Exercise directions
Copy every entry in the listing below exactly, but not the pictures.

Data provided
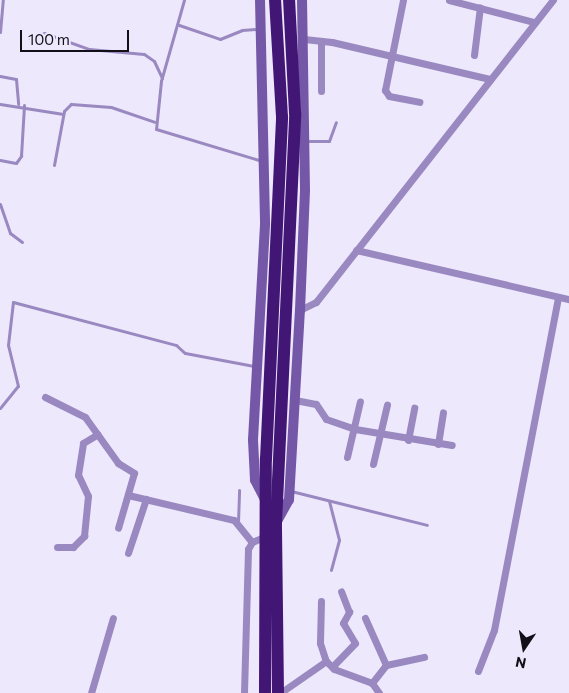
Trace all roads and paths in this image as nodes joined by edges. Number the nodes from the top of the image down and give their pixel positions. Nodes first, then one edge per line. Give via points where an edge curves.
1 (2, 0) edge
2 (184, 0) edge
3 (260, 0) edge
4 (275, 0) edge
5 (289, 0) edge
6 (302, 0) edge
7 (403, 0) edge
8 (449, 0) edge
9 (553, 0) edge
10 (480, 6) junction
11 (534, 22) junction
12 (179, 25) junction
13 (262, 29) junction
14 (0, 32) edge
15 (29, 38) dead end
16 (304, 39) junction
17 (321, 41) junction
18 (391, 54) junction
19 (474, 55) dead end
20 (0, 76) edge
21 (162, 78) junction
22 (490, 79) junction
23 (321, 92) dead end
24 (419, 102) dead end
25 (0, 104) edge
26 (18, 104) junction
27 (24, 105) junction
28 (63, 114) junction
29 (155, 122) junction
30 (336, 122) dead end
31 (304, 141) junction
32 (0, 160) edge
33 (263, 161) junction
34 (54, 165) dead end
35 (0, 204) edge
36 (22, 242) dead end
37 (356, 250) junction
38 (558, 297) junction
39 (569, 300) edge
40 (300, 310) junction
41 (255, 366) junction
42 (45, 397) dead end
43 (295, 400) junction
44 (360, 401) dead end
45 (386, 405) dead end
46 (0, 408) edge
47 (414, 408) dead end
48 (444, 412) dead end
49 (354, 429) junction
50 (98, 434) junction
51 (380, 436) junction
52 (408, 440) junction
53 (438, 444) junction
54 (452, 445) dead end
55 (347, 457) dead end
56 (373, 464) dead end
57 (240, 490) dead end
58 (290, 491) junction
59 (128, 495) junction
60 (146, 499) junction
61 (266, 501) junction
62 (330, 501) junction
63 (238, 522) junction
64 (276, 523) junction
65 (427, 525) dead end
66 (118, 528) dead end
67 (266, 536) junction
68 (252, 542) junction
69 (57, 547) dead end
70 (128, 553) dead end
71 (331, 570) dead end
72 (341, 591) dead end
73 (321, 601) dead end
74 (113, 618) dead end
75 (365, 618) dead end
76 (424, 657) dead end
77 (326, 661) junction
78 (386, 666) junction
79 (332, 667) junction
80 (478, 671) dead end
81 (372, 684) junction
82 (91, 693) edge
83 (244, 693) edge
84 (265, 693) edge
85 (279, 693) edge
86 (379, 693) edge

1 - 14 lane
2 - 12 lane
3 - 13 street
4 - 61 highway via 282,117
5 - 64 highway via 295,113
6 - 16 street
7 - 18 street
8 - 10 street
9 - 11 street
10 - 11 street
10 - 19 street
11 - 22 street
12 - 13 lane via 220,39 242,30
12 - 21 lane
13 - 33 street
15 - 21 lane via 44,33 89,49 144,54 154,61
16 - 17 street
16 - 31 street
17 - 18 street
17 - 23 street
18 - 22 street
18 - 24 street via 386,93
20 - 26 lane via 16,79
21 - 29 lane
22 - 37 street
25 - 26 lane
26 - 27 lane
27 - 28 lane
27 - 32 lane via 21,156 16,163
28 - 29 lane via 66,107 78,103 111,107
28 - 34 lane
29 - 33 lane via 160,132
30 - 31 lane via 329,142
31 - 40 street
33 - 41 street via 264,225
35 - 36 lane via 10,234
37 - 38 street
37 - 40 street via 316,302
38 - 39 street
38 - 80 street via 494,630
40 - 43 street
41 - 46 lane via 185,353 176,345 13,302 8,345 18,386
41 - 61 street via 253,467
42 - 50 street via 85,417
43 - 49 street via 316,404 326,418
43 - 58 street
44 - 49 street
45 - 51 street
47 - 52 street
48 - 53 street
49 - 51 street
49 - 55 street
50 - 59 street via 118,463 134,473
50 - 69 street via 83,443 78,475 88,496 84,536 73,547
51 - 52 street
51 - 56 street
52 - 53 street
53 - 54 street
57 - 63 lane
58 - 62 lane
58 - 64 street via 285,512
59 - 60 street
59 - 66 street
60 - 63 street
60 - 70 street
61 - 67 highway
62 - 65 lane
62 - 71 lane via 339,540
63 - 68 street
64 - 85 highway
67 - 68 street
67 - 84 highway
68 - 83 street
72 - 79 street via 349,612 343,623 355,643
73 - 77 street via 320,644
74 - 82 street
75 - 78 street
76 - 78 street
77 - 79 street
77 - 85 street
78 - 81 street
79 - 81 street
81 - 86 street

Reply
Trace all roads and paths in this image as nodes joined by edges. Number the nodes from the top of the image down and give their pixel positions. Nodes first, then one edge per line. Give via points where an edge curves.
1 (2, 0) edge
2 (184, 0) edge
3 (260, 0) edge
4 (275, 0) edge
5 (289, 0) edge
6 (302, 0) edge
7 (403, 0) edge
8 (449, 0) edge
9 (553, 0) edge
10 (480, 6) junction
11 (534, 22) junction
12 (179, 25) junction
13 (262, 29) junction
14 (0, 32) edge
15 (29, 38) dead end
16 (304, 39) junction
17 (321, 41) junction
18 (391, 54) junction
19 (474, 55) dead end
20 (0, 76) edge
21 (162, 78) junction
22 (490, 79) junction
23 (321, 92) dead end
24 (419, 102) dead end
25 (0, 104) edge
26 (18, 104) junction
27 (24, 105) junction
28 (63, 114) junction
29 (155, 122) junction
30 (336, 122) dead end
31 (304, 141) junction
32 (0, 160) edge
33 (263, 161) junction
34 (54, 165) dead end
35 (0, 204) edge
36 (22, 242) dead end
37 (356, 250) junction
38 (558, 297) junction
39 (569, 300) edge
40 (300, 310) junction
41 (255, 366) junction
42 (45, 397) dead end
43 (295, 400) junction
44 (360, 401) dead end
45 (386, 405) dead end
46 (0, 408) edge
47 (414, 408) dead end
48 (444, 412) dead end
49 (354, 429) junction
50 (98, 434) junction
51 (380, 436) junction
52 (408, 440) junction
53 (438, 444) junction
54 (452, 445) dead end
55 (347, 457) dead end
56 (373, 464) dead end
57 (240, 490) dead end
58 (290, 491) junction
59 (128, 495) junction
60 (146, 499) junction
61 (266, 501) junction
62 (330, 501) junction
63 (238, 522) junction
64 (276, 523) junction
65 (427, 525) dead end
66 (118, 528) dead end
67 (266, 536) junction
68 (252, 542) junction
69 (57, 547) dead end
70 (128, 553) dead end
71 (331, 570) dead end
72 (341, 591) dead end
73 (321, 601) dead end
74 (113, 618) dead end
75 (365, 618) dead end
76 (424, 657) dead end
77 (326, 661) junction
78 (386, 666) junction
79 (332, 667) junction
80 (478, 671) dead end
81 (372, 684) junction
82 (91, 693) edge
83 (244, 693) edge
84 (265, 693) edge
85 (279, 693) edge
86 (379, 693) edge

1 - 14 lane
2 - 12 lane
3 - 13 street
4 - 61 highway via 282,117
5 - 64 highway via 295,113
6 - 16 street
7 - 18 street
8 - 10 street
9 - 11 street
10 - 11 street
10 - 19 street
11 - 22 street
12 - 13 lane via 220,39 242,30
12 - 21 lane
13 - 33 street
15 - 21 lane via 44,33 89,49 144,54 154,61
16 - 17 street
16 - 31 street
17 - 18 street
17 - 23 street
18 - 22 street
18 - 24 street via 386,93
20 - 26 lane via 16,79
21 - 29 lane
22 - 37 street
25 - 26 lane
26 - 27 lane
27 - 28 lane
27 - 32 lane via 21,156 16,163
28 - 29 lane via 66,107 78,103 111,107
28 - 34 lane
29 - 33 lane via 160,132
30 - 31 lane via 329,142
31 - 40 street
33 - 41 street via 264,225
35 - 36 lane via 10,234
37 - 38 street
37 - 40 street via 316,302
38 - 39 street
38 - 80 street via 494,630
40 - 43 street
41 - 46 lane via 185,353 176,345 13,302 8,345 18,386
41 - 61 street via 253,467
42 - 50 street via 85,417
43 - 49 street via 316,404 326,418
43 - 58 street
44 - 49 street
45 - 51 street
47 - 52 street
48 - 53 street
49 - 51 street
49 - 55 street
50 - 59 street via 118,463 134,473
50 - 69 street via 83,443 78,475 88,496 84,536 73,547
51 - 52 street
51 - 56 street
52 - 53 street
53 - 54 street
57 - 63 lane
58 - 62 lane
58 - 64 street via 285,512
59 - 60 street
59 - 66 street
60 - 63 street
60 - 70 street
61 - 67 highway
62 - 65 lane
62 - 71 lane via 339,540
63 - 68 street
64 - 85 highway
67 - 68 street
67 - 84 highway
68 - 83 street
72 - 79 street via 349,612 343,623 355,643
73 - 77 street via 320,644
74 - 82 street
75 - 78 street
76 - 78 street
77 - 79 street
77 - 85 street
78 - 81 street
79 - 81 street
81 - 86 street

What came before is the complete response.